Fig. 1.

Characterization of a split-GFP reporter of small-GTPase activation. (A) Design of the reporter system. The GTPase is fused to the C-terminus of GFP10 and the cognate binding domain of the GTPase effector (GBD) to the N-terminus of GFP11. When the GTPase is activated (GTP-bound), interaction with the effector domain occurs, enabling complementation with GFP1-9 and formation of reconstituted full-length GFP (rGFP). (B) Localization of the indicated GFP10–Rho and GFP10–Ras mutants in HEK_GFP1-9 cells (anti-GFP10 immunostaining). L63 and V12 mutants are constitutively active; N19 and N17 mutants are dominant negative. Scale bars: 10 µm. (C) FACS analysis of active GFP10–RhoA (L63) and inactive GFP10–RhoA (N17) mutants with the GFP11-tagged Rho-binding domain of Rhotekin (RBD-11). Representative dot plots show the gating strategy to quantify GFP fluorescence from the global population and from the cell population positive for GFP10 and GFP11 immunostaining (GFP10+ GFP11+).
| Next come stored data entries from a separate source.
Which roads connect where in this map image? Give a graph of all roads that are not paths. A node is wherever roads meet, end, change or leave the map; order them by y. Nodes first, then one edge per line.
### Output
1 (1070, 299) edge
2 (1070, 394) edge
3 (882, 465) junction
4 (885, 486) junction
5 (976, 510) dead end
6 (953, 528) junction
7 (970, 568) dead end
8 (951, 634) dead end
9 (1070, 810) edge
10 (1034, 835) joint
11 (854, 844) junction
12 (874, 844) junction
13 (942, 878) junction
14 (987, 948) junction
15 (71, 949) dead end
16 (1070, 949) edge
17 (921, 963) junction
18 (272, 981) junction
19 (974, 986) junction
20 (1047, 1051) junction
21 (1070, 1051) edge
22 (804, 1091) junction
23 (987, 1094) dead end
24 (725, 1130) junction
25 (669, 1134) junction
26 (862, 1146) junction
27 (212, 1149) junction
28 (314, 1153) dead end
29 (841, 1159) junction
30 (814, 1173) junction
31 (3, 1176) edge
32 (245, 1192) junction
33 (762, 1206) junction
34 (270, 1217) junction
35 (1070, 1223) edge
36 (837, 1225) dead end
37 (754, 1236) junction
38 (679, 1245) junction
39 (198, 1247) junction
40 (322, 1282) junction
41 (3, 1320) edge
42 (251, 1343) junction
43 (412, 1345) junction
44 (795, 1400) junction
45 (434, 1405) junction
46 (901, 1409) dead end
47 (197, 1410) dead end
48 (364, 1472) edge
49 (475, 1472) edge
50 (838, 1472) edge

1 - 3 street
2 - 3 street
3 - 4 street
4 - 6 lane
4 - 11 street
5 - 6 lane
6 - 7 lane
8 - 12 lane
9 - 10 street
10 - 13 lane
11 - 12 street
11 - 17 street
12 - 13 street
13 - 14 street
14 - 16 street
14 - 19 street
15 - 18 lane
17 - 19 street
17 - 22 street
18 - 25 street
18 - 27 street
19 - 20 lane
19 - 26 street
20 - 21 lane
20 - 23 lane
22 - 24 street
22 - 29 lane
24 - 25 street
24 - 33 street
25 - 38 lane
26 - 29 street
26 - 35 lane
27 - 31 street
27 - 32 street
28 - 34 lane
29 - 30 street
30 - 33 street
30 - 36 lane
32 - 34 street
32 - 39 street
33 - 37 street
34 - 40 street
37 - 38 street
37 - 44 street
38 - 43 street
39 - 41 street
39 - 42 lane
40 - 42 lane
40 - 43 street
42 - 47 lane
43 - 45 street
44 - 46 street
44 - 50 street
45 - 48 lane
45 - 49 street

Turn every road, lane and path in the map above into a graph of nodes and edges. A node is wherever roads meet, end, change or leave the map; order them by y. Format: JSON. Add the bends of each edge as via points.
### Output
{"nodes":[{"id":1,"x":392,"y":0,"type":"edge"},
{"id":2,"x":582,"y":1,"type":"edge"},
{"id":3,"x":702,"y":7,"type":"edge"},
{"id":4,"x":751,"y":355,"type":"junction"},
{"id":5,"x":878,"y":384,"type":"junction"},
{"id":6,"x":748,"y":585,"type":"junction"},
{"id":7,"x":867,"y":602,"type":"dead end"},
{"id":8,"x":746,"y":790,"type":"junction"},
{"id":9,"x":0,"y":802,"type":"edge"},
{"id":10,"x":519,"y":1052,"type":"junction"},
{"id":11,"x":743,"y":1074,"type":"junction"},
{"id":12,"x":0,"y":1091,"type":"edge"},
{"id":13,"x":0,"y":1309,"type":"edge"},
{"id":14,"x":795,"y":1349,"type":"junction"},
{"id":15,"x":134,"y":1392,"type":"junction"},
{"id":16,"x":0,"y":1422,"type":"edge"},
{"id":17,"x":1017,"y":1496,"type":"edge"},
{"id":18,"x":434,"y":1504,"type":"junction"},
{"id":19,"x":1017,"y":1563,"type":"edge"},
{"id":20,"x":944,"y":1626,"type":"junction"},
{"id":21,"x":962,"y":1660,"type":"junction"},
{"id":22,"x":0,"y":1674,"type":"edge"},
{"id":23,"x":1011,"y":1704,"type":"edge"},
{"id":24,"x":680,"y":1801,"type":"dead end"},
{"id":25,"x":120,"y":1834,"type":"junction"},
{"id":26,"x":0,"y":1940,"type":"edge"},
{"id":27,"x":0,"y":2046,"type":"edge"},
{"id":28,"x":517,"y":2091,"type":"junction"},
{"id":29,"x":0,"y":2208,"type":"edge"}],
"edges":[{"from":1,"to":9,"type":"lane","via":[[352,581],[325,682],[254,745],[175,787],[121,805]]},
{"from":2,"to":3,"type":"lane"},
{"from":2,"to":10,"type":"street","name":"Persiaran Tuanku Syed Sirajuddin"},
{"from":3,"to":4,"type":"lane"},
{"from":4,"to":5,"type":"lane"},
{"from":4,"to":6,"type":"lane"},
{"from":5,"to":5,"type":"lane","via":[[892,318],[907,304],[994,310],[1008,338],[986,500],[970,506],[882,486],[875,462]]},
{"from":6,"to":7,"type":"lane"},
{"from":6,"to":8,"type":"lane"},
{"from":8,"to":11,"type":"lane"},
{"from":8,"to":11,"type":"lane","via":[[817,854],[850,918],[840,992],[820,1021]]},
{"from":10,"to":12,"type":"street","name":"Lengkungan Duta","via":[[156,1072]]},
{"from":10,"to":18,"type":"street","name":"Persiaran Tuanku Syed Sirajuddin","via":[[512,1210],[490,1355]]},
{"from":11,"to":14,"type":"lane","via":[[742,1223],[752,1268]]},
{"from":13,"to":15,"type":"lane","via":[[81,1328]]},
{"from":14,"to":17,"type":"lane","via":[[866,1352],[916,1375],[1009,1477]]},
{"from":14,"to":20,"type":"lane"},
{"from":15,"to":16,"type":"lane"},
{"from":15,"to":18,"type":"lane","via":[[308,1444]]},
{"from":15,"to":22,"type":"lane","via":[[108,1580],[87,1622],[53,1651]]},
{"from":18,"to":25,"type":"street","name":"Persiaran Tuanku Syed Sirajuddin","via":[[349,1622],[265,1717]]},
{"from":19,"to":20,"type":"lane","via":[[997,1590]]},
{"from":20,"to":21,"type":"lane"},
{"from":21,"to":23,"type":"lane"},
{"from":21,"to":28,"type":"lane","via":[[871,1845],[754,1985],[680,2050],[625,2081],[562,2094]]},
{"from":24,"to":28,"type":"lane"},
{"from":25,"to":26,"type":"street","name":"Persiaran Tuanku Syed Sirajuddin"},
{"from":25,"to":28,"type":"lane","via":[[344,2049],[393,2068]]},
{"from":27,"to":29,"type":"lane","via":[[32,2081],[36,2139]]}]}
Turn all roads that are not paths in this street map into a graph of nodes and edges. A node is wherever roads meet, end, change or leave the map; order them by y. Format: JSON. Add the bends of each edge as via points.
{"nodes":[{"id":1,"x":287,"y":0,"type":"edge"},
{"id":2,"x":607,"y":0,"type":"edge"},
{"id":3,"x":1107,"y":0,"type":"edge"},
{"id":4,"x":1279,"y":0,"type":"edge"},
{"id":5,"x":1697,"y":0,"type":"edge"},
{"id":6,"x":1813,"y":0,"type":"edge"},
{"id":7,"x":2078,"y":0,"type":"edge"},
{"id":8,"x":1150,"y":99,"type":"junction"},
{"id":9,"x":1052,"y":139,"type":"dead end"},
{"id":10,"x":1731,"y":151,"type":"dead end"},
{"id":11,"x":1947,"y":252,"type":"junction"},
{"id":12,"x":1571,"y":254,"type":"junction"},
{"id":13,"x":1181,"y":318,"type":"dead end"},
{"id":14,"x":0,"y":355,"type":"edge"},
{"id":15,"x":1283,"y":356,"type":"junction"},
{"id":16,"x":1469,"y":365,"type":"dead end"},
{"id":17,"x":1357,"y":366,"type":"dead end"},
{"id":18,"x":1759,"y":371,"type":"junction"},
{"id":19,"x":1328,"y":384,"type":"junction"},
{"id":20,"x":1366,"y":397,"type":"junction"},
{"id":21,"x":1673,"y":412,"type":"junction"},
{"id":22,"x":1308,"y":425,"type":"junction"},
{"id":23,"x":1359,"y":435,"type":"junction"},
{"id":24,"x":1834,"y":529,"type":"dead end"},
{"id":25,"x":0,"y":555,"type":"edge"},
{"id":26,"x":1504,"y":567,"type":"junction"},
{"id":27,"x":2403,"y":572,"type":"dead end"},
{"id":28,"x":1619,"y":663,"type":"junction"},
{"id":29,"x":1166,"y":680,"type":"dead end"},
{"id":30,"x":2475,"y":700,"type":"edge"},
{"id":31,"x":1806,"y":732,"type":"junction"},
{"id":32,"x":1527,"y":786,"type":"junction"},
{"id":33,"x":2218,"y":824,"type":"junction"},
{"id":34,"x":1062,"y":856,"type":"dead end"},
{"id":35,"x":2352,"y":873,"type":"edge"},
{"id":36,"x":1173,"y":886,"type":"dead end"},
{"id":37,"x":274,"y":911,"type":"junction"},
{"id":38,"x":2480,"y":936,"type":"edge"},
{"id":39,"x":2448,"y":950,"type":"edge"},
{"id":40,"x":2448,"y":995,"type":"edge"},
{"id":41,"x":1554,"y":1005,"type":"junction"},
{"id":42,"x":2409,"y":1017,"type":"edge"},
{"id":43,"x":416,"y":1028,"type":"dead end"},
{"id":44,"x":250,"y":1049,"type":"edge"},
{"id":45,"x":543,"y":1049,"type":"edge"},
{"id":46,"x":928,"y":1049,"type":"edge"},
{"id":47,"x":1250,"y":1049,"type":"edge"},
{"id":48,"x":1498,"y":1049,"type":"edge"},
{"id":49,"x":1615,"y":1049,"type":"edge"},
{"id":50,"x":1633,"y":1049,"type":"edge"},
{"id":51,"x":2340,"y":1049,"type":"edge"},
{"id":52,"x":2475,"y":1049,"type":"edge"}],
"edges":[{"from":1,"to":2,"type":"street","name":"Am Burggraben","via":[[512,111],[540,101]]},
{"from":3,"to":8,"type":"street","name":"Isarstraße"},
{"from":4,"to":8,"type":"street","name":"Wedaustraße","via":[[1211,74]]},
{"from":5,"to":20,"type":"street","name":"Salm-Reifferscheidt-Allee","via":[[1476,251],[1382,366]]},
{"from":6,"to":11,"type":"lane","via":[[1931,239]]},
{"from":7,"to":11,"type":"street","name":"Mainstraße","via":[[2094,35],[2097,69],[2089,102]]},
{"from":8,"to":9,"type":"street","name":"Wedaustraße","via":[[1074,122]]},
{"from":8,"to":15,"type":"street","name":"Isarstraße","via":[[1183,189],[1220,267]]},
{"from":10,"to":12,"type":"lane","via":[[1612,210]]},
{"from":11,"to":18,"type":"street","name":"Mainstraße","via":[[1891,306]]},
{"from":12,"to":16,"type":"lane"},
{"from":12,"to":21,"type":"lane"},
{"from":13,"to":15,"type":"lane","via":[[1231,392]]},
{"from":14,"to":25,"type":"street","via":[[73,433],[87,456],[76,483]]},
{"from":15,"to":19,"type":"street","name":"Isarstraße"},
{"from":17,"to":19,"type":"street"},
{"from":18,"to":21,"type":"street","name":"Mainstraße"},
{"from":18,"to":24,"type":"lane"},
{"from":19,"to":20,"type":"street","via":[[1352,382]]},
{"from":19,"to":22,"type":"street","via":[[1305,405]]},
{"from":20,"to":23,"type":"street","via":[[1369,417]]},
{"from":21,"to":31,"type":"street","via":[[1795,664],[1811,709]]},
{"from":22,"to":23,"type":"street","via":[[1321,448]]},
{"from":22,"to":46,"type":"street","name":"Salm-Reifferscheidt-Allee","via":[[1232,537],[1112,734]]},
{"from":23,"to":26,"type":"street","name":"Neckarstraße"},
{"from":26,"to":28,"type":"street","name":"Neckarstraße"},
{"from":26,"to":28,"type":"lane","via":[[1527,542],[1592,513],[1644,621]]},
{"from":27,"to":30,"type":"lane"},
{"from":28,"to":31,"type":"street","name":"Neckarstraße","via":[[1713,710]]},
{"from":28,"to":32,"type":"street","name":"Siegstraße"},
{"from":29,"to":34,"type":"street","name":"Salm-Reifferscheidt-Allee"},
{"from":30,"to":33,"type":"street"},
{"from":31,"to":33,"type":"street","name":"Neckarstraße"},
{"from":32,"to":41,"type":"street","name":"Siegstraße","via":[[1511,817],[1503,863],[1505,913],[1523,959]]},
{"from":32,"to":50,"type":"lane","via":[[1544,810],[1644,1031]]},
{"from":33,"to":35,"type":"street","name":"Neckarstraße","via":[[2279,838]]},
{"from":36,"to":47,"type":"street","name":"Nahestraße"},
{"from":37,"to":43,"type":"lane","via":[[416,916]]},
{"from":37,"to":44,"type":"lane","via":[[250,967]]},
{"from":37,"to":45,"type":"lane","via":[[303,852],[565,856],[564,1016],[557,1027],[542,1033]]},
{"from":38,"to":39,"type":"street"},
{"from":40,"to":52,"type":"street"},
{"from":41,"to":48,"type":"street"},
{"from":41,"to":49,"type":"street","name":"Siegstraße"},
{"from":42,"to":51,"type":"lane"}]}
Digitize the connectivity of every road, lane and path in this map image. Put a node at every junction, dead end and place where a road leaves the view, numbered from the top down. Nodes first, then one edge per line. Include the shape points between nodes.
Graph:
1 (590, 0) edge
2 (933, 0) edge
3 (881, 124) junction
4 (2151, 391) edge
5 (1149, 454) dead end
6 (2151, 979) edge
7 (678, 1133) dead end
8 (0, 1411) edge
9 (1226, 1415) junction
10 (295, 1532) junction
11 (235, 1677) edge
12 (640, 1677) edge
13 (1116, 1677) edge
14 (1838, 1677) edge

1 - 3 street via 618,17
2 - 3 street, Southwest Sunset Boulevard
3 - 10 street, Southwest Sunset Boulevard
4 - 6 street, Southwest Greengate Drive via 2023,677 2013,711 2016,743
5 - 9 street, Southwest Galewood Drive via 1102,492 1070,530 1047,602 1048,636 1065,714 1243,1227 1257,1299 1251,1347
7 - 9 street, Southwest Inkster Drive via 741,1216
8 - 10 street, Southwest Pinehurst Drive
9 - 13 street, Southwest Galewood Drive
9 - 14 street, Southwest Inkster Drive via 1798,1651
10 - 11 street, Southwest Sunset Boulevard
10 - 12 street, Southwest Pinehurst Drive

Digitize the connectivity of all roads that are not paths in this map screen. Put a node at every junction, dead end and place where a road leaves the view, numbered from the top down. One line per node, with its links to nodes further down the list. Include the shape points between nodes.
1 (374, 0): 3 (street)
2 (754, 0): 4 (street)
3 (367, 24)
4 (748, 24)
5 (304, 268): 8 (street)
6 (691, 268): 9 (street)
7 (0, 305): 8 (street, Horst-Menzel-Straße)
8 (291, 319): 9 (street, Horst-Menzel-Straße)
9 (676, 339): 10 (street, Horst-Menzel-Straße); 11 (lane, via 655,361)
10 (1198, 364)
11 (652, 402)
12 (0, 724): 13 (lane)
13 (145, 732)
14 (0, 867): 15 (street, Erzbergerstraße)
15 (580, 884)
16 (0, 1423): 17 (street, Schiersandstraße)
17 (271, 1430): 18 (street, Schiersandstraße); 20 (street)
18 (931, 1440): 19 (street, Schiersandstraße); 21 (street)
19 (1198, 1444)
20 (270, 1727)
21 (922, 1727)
The histograms on the left show the percentage of GFP-positive cells relative to untransfected cells in the global population. See also Fig. S2. (D) Quantification of split-GFP fluorescence in the GFP10+GFP11+ region from HEK_GFP1-9 cells co-transfected with the indicated GFP10–Rho and GFP10–HRas variants and the respective GTPase binding domain of their effector. RsBD-11, H-Ras-binding domain of c-Raf1. Results are mean±s.e.m.; n=3 independent experiments. *P<0.05, **P<0.01 (paired Student's t-test). (E) Correlation between the percentage of GFP fluorescent cells in the global population and the mean GFP fluorescence intensity of GFP10 and GFP11 co-expressing cells for the set of GTPase–effector interactions tested above. (F) Representative confocal microscopy images of Rho–RBD and Ras–RsBD interactions leading to fluorescence of rGFP, as well as immunofluorescence from anti-GFP10 (cyan, GTPase) and anti-GFP11 (magenta, GBD) antibody staining. Scale bar: 10 µm.